Provided data:
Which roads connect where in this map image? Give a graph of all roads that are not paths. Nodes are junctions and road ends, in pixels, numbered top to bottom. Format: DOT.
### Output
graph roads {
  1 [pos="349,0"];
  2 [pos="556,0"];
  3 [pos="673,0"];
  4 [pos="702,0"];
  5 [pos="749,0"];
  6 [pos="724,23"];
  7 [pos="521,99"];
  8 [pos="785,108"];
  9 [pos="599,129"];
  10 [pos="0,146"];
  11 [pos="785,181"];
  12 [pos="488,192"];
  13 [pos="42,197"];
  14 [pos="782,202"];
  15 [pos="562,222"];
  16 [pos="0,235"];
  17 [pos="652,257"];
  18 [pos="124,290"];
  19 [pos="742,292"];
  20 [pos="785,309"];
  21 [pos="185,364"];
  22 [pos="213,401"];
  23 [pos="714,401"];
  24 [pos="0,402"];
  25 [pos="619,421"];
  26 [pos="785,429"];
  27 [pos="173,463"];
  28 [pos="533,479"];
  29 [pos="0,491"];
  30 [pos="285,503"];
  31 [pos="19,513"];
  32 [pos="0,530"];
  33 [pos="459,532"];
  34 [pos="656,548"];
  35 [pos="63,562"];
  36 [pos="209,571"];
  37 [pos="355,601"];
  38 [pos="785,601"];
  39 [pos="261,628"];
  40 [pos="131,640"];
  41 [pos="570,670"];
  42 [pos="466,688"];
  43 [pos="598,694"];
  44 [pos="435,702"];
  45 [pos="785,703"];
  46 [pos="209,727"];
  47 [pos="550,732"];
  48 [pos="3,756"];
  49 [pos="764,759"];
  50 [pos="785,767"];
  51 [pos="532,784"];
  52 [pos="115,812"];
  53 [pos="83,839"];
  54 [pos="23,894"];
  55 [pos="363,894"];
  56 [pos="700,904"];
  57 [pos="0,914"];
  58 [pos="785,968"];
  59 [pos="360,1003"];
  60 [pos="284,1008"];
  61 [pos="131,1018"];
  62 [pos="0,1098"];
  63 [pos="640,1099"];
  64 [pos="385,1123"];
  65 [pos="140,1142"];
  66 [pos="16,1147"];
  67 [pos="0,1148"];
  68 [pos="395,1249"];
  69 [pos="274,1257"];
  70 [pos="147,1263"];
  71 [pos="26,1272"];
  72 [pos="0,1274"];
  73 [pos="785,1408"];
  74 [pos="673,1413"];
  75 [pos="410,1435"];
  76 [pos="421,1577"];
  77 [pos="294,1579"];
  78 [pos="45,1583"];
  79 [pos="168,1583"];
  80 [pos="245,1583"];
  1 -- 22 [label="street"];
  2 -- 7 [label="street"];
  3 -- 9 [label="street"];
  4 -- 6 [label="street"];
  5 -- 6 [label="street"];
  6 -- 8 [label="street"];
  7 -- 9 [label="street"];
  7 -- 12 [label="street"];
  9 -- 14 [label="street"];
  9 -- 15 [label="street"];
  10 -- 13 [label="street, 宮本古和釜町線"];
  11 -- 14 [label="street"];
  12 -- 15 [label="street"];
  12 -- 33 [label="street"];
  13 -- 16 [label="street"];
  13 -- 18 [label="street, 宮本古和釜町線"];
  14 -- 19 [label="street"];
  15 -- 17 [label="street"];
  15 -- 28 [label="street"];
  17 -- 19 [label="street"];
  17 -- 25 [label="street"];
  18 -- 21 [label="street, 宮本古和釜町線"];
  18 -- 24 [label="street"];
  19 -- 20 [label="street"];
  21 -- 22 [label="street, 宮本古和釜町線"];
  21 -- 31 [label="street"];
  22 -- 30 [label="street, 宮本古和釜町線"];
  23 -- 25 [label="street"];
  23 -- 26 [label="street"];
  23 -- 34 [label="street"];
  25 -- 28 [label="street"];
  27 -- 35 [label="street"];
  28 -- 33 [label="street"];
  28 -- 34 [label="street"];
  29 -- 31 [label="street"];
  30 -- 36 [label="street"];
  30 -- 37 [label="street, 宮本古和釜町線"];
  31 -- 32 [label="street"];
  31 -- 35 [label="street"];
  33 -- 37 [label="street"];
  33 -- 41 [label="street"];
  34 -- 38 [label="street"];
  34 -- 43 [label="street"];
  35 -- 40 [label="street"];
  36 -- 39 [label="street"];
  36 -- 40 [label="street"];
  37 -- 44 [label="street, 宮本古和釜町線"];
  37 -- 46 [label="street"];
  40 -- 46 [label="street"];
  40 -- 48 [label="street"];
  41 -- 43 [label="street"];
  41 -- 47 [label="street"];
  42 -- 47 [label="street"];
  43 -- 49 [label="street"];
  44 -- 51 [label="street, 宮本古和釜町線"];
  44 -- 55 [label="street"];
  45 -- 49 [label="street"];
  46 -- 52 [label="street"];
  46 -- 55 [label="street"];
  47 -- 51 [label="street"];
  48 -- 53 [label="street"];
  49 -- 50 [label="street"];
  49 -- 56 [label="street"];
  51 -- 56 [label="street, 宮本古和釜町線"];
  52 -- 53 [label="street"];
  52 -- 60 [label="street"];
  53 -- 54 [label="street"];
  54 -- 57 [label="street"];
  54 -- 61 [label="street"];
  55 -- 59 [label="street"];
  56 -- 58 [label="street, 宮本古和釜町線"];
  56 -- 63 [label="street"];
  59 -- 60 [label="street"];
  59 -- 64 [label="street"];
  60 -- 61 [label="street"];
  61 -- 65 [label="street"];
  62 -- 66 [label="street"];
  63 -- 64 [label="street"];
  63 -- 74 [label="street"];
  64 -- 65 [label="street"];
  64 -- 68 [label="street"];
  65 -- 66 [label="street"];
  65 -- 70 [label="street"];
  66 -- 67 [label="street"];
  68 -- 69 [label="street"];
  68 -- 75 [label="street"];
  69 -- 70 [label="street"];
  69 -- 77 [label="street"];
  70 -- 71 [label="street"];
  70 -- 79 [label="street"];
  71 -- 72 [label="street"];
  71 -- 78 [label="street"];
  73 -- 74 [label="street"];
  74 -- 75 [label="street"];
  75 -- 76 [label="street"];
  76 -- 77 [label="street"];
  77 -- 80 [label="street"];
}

What this task involves: Keep every word intact and transcribe the records in full.

Exercise result:
Which roads connect where in this map image? Give a graph of all roads that are not paths. Nodes are junctions and road ends, in pixels, numbered top to bottom. Format: DOT.
### Output
graph roads {
  1 [pos="349,0"];
  2 [pos="556,0"];
  3 [pos="673,0"];
  4 [pos="702,0"];
  5 [pos="749,0"];
  6 [pos="724,23"];
  7 [pos="521,99"];
  8 [pos="785,108"];
  9 [pos="599,129"];
  10 [pos="0,146"];
  11 [pos="785,181"];
  12 [pos="488,192"];
  13 [pos="42,197"];
  14 [pos="782,202"];
  15 [pos="562,222"];
  16 [pos="0,235"];
  17 [pos="652,257"];
  18 [pos="124,290"];
  19 [pos="742,292"];
  20 [pos="785,309"];
  21 [pos="185,364"];
  22 [pos="213,401"];
  23 [pos="714,401"];
  24 [pos="0,402"];
  25 [pos="619,421"];
  26 [pos="785,429"];
  27 [pos="173,463"];
  28 [pos="533,479"];
  29 [pos="0,491"];
  30 [pos="285,503"];
  31 [pos="19,513"];
  32 [pos="0,530"];
  33 [pos="459,532"];
  34 [pos="656,548"];
  35 [pos="63,562"];
  36 [pos="209,571"];
  37 [pos="355,601"];
  38 [pos="785,601"];
  39 [pos="261,628"];
  40 [pos="131,640"];
  41 [pos="570,670"];
  42 [pos="466,688"];
  43 [pos="598,694"];
  44 [pos="435,702"];
  45 [pos="785,703"];
  46 [pos="209,727"];
  47 [pos="550,732"];
  48 [pos="3,756"];
  49 [pos="764,759"];
  50 [pos="785,767"];
  51 [pos="532,784"];
  52 [pos="115,812"];
  53 [pos="83,839"];
  54 [pos="23,894"];
  55 [pos="363,894"];
  56 [pos="700,904"];
  57 [pos="0,914"];
  58 [pos="785,968"];
  59 [pos="360,1003"];
  60 [pos="284,1008"];
  61 [pos="131,1018"];
  62 [pos="0,1098"];
  63 [pos="640,1099"];
  64 [pos="385,1123"];
  65 [pos="140,1142"];
  66 [pos="16,1147"];
  67 [pos="0,1148"];
  68 [pos="395,1249"];
  69 [pos="274,1257"];
  70 [pos="147,1263"];
  71 [pos="26,1272"];
  72 [pos="0,1274"];
  73 [pos="785,1408"];
  74 [pos="673,1413"];
  75 [pos="410,1435"];
  76 [pos="421,1577"];
  77 [pos="294,1579"];
  78 [pos="45,1583"];
  79 [pos="168,1583"];
  80 [pos="245,1583"];
  1 -- 22 [label="street"];
  2 -- 7 [label="street"];
  3 -- 9 [label="street"];
  4 -- 6 [label="street"];
  5 -- 6 [label="street"];
  6 -- 8 [label="street"];
  7 -- 9 [label="street"];
  7 -- 12 [label="street"];
  9 -- 14 [label="street"];
  9 -- 15 [label="street"];
  10 -- 13 [label="street, 宮本古和釜町線"];
  11 -- 14 [label="street"];
  12 -- 15 [label="street"];
  12 -- 33 [label="street"];
  13 -- 16 [label="street"];
  13 -- 18 [label="street, 宮本古和釜町線"];
  14 -- 19 [label="street"];
  15 -- 17 [label="street"];
  15 -- 28 [label="street"];
  17 -- 19 [label="street"];
  17 -- 25 [label="street"];
  18 -- 21 [label="street, 宮本古和釜町線"];
  18 -- 24 [label="street"];
  19 -- 20 [label="street"];
  21 -- 22 [label="street, 宮本古和釜町線"];
  21 -- 31 [label="street"];
  22 -- 30 [label="street, 宮本古和釜町線"];
  23 -- 25 [label="street"];
  23 -- 26 [label="street"];
  23 -- 34 [label="street"];
  25 -- 28 [label="street"];
  27 -- 35 [label="street"];
  28 -- 33 [label="street"];
  28 -- 34 [label="street"];
  29 -- 31 [label="street"];
  30 -- 36 [label="street"];
  30 -- 37 [label="street, 宮本古和釜町線"];
  31 -- 32 [label="street"];
  31 -- 35 [label="street"];
  33 -- 37 [label="street"];
  33 -- 41 [label="street"];
  34 -- 38 [label="street"];
  34 -- 43 [label="street"];
  35 -- 40 [label="street"];
  36 -- 39 [label="street"];
  36 -- 40 [label="street"];
  37 -- 44 [label="street, 宮本古和釜町線"];
  37 -- 46 [label="street"];
  40 -- 46 [label="street"];
  40 -- 48 [label="street"];
  41 -- 43 [label="street"];
  41 -- 47 [label="street"];
  42 -- 47 [label="street"];
  43 -- 49 [label="street"];
  44 -- 51 [label="street, 宮本古和釜町線"];
  44 -- 55 [label="street"];
  45 -- 49 [label="street"];
  46 -- 52 [label="street"];
  46 -- 55 [label="street"];
  47 -- 51 [label="street"];
  48 -- 53 [label="street"];
  49 -- 50 [label="street"];
  49 -- 56 [label="street"];
  51 -- 56 [label="street, 宮本古和釜町線"];
  52 -- 53 [label="street"];
  52 -- 60 [label="street"];
  53 -- 54 [label="street"];
  54 -- 57 [label="street"];
  54 -- 61 [label="street"];
  55 -- 59 [label="street"];
  56 -- 58 [label="street, 宮本古和釜町線"];
  56 -- 63 [label="street"];
  59 -- 60 [label="street"];
  59 -- 64 [label="street"];
  60 -- 61 [label="street"];
  61 -- 65 [label="street"];
  62 -- 66 [label="street"];
  63 -- 64 [label="street"];
  63 -- 74 [label="street"];
  64 -- 65 [label="street"];
  64 -- 68 [label="street"];
  65 -- 66 [label="street"];
  65 -- 70 [label="street"];
  66 -- 67 [label="street"];
  68 -- 69 [label="street"];
  68 -- 75 [label="street"];
  69 -- 70 [label="street"];
  69 -- 77 [label="street"];
  70 -- 71 [label="street"];
  70 -- 79 [label="street"];
  71 -- 72 [label="street"];
  71 -- 78 [label="street"];
  73 -- 74 [label="street"];
  74 -- 75 [label="street"];
  75 -- 76 [label="street"];
  76 -- 77 [label="street"];
  77 -- 80 [label="street"];
}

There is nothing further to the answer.